EXERCISE ▸ Set down the data below in full, exactly as it reads, but without the pictures.

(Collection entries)
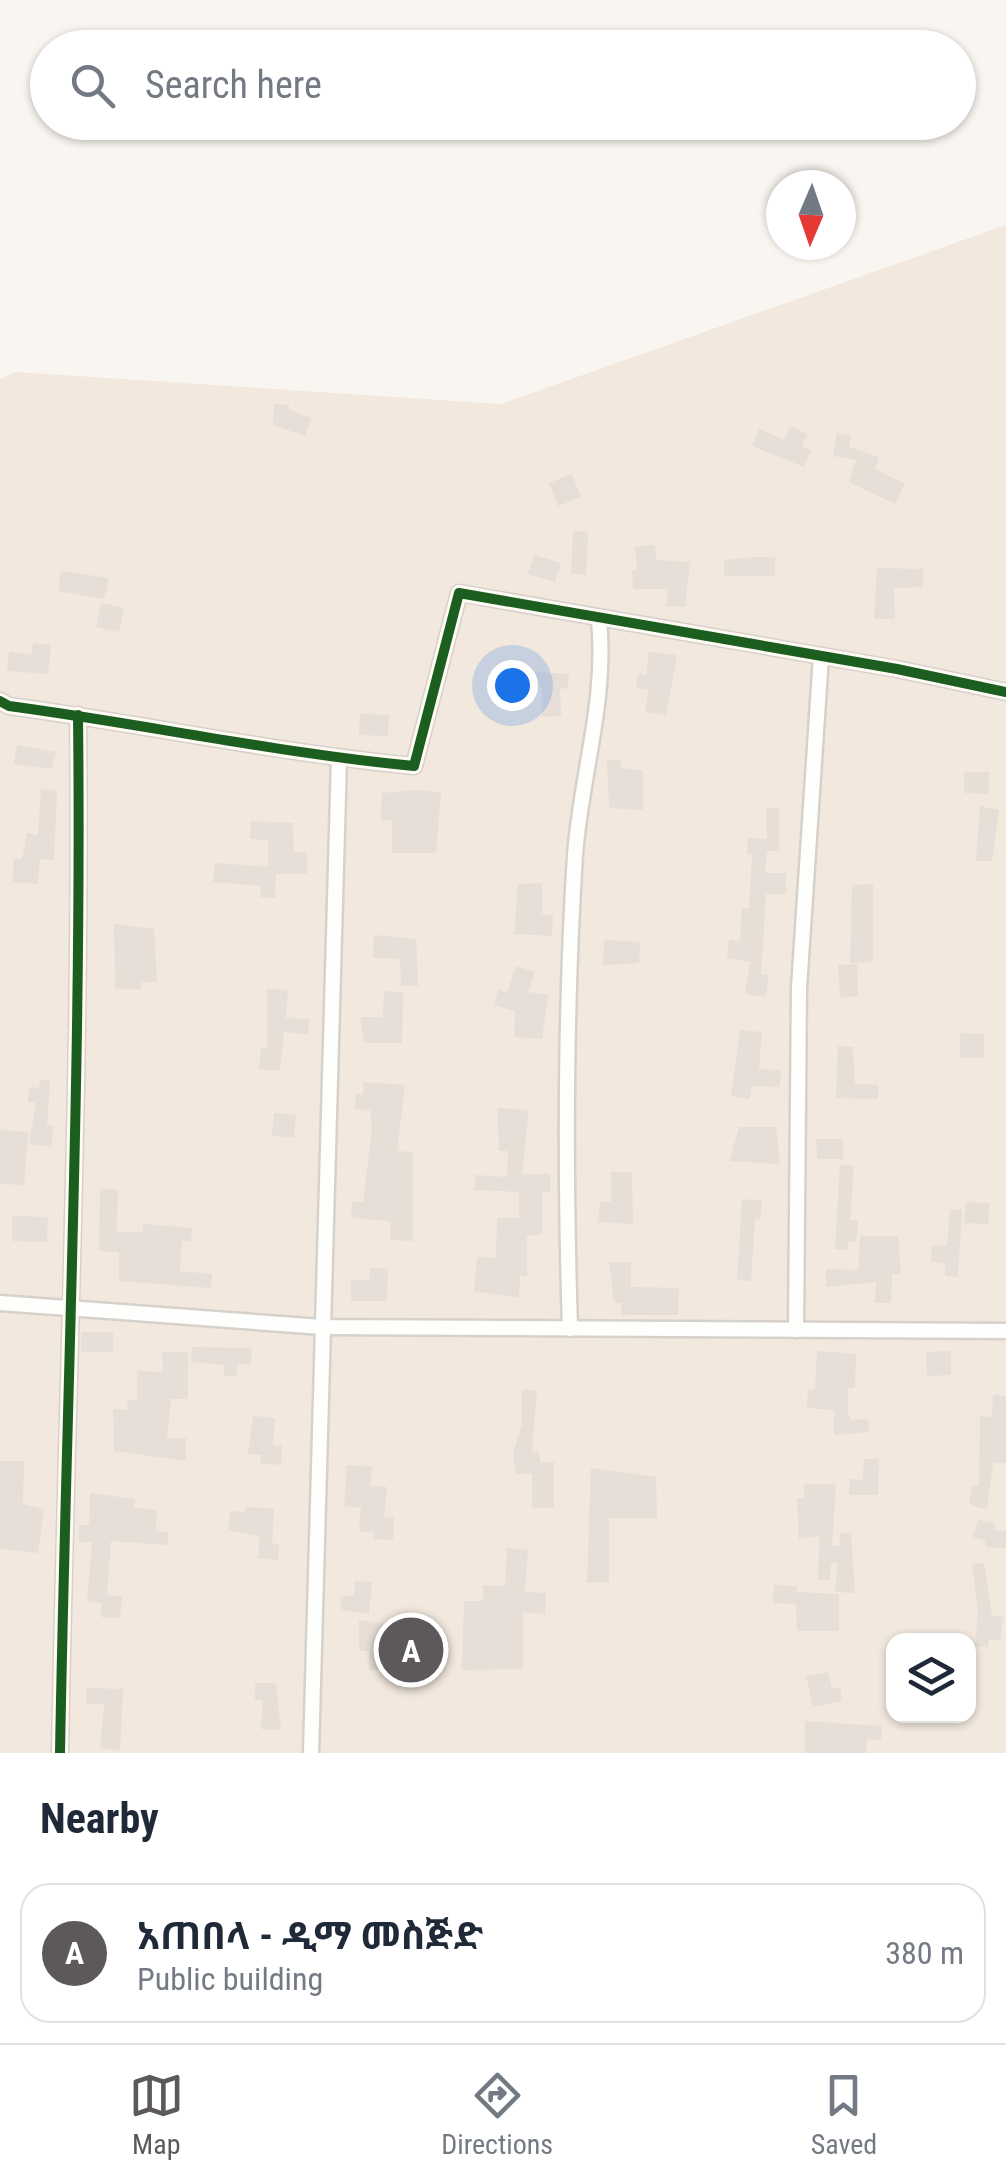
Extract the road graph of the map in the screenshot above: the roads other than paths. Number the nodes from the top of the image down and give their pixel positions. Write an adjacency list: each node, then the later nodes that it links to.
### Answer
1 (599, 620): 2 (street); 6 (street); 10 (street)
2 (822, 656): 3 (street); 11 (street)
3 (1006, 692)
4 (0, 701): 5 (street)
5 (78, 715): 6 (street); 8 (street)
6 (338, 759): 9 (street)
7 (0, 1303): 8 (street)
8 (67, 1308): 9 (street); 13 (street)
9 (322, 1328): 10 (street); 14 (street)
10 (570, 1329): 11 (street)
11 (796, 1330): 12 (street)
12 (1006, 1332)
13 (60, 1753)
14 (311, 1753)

WRITTEN SOLUTION ▸
Extract the road graph of the map in the screenshot above: the roads other than paths. Number the nodes from the top of the image down and give their pixel positions. Write an adjacency list: each node, then the later nodes that it links to.
### Answer
1 (599, 620): 2 (street); 6 (street); 10 (street)
2 (822, 656): 3 (street); 11 (street)
3 (1006, 692)
4 (0, 701): 5 (street)
5 (78, 715): 6 (street); 8 (street)
6 (338, 759): 9 (street)
7 (0, 1303): 8 (street)
8 (67, 1308): 9 (street); 13 (street)
9 (322, 1328): 10 (street); 14 (street)
10 (570, 1329): 11 (street)
11 (796, 1330): 12 (street)
12 (1006, 1332)
13 (60, 1753)
14 (311, 1753)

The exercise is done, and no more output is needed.